Security Council composition
- Permanent members: China; France; Russia; United Kingdom; United States;
- Non-permanent members: Chile; Costa Rica; Egypt; Guinea-Bissau; Japan; Kenya; South Korea; Poland; Portugal; Sweden;

= United Nations Security Council Resolution 1122 =

United Nations Security Council resolution 1122, adopted unanimously on 29 July 1997, after recalling previous resolutions on Israel and Lebanon including 501 (1982), 508 (1982), 509 (1982) and 520 (1982) as well as studying the report by the secretary-general on the United Nations Interim Force in Lebanon (UNIFIL) approved in 426 (1978), the council decided to extend the mandate of UNIFIL for a further six months until 31 January 1998.

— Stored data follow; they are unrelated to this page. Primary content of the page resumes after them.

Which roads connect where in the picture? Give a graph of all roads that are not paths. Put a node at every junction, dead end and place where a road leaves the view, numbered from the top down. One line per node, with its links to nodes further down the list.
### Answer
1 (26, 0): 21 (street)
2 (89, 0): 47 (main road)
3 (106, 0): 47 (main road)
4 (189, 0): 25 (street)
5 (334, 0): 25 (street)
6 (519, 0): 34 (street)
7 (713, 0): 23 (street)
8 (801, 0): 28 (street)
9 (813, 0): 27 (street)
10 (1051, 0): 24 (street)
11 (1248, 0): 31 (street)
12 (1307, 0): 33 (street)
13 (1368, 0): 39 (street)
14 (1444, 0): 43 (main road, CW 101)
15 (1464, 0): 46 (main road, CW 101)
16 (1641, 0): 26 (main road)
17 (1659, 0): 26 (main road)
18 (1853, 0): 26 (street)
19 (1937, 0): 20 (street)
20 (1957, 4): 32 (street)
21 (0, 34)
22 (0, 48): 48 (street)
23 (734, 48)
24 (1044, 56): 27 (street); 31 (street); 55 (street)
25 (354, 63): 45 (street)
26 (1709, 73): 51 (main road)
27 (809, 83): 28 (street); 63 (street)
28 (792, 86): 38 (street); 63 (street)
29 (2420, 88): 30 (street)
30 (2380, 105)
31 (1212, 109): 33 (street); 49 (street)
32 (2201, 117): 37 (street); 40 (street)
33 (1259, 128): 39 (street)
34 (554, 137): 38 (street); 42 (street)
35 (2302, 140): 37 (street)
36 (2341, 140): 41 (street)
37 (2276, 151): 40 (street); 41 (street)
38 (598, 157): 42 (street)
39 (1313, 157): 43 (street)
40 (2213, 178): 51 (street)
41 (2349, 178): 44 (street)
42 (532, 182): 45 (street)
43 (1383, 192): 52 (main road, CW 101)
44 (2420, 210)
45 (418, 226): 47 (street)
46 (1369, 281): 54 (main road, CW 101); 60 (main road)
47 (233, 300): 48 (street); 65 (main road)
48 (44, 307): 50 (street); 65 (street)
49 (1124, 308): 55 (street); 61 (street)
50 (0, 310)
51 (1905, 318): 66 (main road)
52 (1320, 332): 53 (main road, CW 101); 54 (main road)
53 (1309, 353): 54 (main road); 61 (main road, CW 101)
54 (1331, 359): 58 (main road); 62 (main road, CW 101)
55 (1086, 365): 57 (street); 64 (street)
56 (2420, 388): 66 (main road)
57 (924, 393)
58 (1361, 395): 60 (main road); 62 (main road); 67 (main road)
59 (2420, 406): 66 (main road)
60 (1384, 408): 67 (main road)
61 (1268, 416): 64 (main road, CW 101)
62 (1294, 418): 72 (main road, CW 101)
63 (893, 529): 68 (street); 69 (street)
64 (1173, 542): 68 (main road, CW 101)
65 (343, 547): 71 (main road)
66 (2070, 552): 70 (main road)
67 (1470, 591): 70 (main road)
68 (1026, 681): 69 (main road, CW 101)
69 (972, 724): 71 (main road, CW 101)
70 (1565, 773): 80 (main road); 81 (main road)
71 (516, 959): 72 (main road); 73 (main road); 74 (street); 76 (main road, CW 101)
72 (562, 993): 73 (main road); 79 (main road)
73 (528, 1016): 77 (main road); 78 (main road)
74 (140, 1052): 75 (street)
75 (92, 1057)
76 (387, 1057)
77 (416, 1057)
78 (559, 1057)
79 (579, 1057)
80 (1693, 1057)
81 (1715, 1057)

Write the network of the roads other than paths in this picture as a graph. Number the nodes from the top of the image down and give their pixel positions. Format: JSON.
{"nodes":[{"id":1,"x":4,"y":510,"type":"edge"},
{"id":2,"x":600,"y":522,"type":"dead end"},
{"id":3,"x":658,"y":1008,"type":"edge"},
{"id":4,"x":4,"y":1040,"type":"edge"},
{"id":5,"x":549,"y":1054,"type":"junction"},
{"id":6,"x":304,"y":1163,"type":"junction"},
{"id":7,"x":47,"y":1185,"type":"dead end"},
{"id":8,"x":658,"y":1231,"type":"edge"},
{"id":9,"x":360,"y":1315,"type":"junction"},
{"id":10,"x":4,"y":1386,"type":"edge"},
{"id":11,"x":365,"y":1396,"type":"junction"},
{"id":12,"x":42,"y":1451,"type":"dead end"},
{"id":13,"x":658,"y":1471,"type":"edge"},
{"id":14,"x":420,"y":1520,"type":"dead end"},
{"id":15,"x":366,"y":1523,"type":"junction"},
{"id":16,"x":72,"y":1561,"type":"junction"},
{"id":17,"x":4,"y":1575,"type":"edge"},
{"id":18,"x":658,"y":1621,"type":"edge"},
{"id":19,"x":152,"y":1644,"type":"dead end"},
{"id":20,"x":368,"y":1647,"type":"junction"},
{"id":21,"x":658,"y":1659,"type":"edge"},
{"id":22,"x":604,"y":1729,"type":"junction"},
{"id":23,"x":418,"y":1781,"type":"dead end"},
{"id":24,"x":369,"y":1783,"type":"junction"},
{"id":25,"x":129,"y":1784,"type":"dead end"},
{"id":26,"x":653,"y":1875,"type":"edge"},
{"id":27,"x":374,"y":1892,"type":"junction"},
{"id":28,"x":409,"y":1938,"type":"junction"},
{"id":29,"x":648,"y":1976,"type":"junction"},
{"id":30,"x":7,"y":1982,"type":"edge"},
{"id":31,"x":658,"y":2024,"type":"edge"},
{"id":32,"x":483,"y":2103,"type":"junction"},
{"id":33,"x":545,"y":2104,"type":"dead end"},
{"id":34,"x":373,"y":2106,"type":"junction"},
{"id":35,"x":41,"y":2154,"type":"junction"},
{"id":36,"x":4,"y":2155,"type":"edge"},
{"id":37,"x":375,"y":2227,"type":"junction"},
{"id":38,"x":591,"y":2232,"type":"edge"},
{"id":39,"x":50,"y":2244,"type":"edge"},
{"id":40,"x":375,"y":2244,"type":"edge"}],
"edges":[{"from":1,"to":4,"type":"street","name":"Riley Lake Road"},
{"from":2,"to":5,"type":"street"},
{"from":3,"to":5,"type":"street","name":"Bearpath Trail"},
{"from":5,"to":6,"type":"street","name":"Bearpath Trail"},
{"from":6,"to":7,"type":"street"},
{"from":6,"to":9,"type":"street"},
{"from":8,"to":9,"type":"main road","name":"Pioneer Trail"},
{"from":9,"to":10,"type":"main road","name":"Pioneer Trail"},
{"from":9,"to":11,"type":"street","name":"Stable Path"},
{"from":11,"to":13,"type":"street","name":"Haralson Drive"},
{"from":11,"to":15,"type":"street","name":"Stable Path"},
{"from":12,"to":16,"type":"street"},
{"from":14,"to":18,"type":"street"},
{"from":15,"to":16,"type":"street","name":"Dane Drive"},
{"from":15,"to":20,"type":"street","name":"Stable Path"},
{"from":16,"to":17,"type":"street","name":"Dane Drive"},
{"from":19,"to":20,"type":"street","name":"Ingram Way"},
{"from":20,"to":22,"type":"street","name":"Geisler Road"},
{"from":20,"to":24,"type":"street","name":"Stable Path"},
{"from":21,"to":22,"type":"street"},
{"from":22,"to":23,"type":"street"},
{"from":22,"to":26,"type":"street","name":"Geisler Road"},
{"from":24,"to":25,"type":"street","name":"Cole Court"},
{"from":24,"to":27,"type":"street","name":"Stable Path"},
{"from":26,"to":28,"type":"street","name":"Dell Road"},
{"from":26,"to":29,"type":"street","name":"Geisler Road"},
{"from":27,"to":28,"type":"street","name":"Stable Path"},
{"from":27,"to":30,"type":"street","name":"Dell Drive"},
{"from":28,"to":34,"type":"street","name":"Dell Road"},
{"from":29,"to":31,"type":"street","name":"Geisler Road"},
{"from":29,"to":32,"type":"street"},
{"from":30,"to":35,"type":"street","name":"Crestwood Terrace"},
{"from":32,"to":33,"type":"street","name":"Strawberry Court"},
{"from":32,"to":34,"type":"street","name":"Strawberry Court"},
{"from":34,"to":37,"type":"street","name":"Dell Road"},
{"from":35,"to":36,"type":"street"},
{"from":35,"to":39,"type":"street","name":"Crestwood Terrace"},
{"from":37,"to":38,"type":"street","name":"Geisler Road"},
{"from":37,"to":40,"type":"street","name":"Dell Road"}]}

The council then reemphasised the mandate of the force and requested the secretary-general to continue negotiations with the government of Lebanon and other parties concerned with regard to the implementation of resolutions 425 (1978) and 426 (1978) and report thereon.

All violence against UNIFIL was condemned, and further efficiency savings were encouraged provided they did not affect the operational capacity of the Force.

== See also ==
- List of United Nations Security Council Resolutions 1101 to 1200 (1997–1998)
- South Lebanon conflict (1985–2000)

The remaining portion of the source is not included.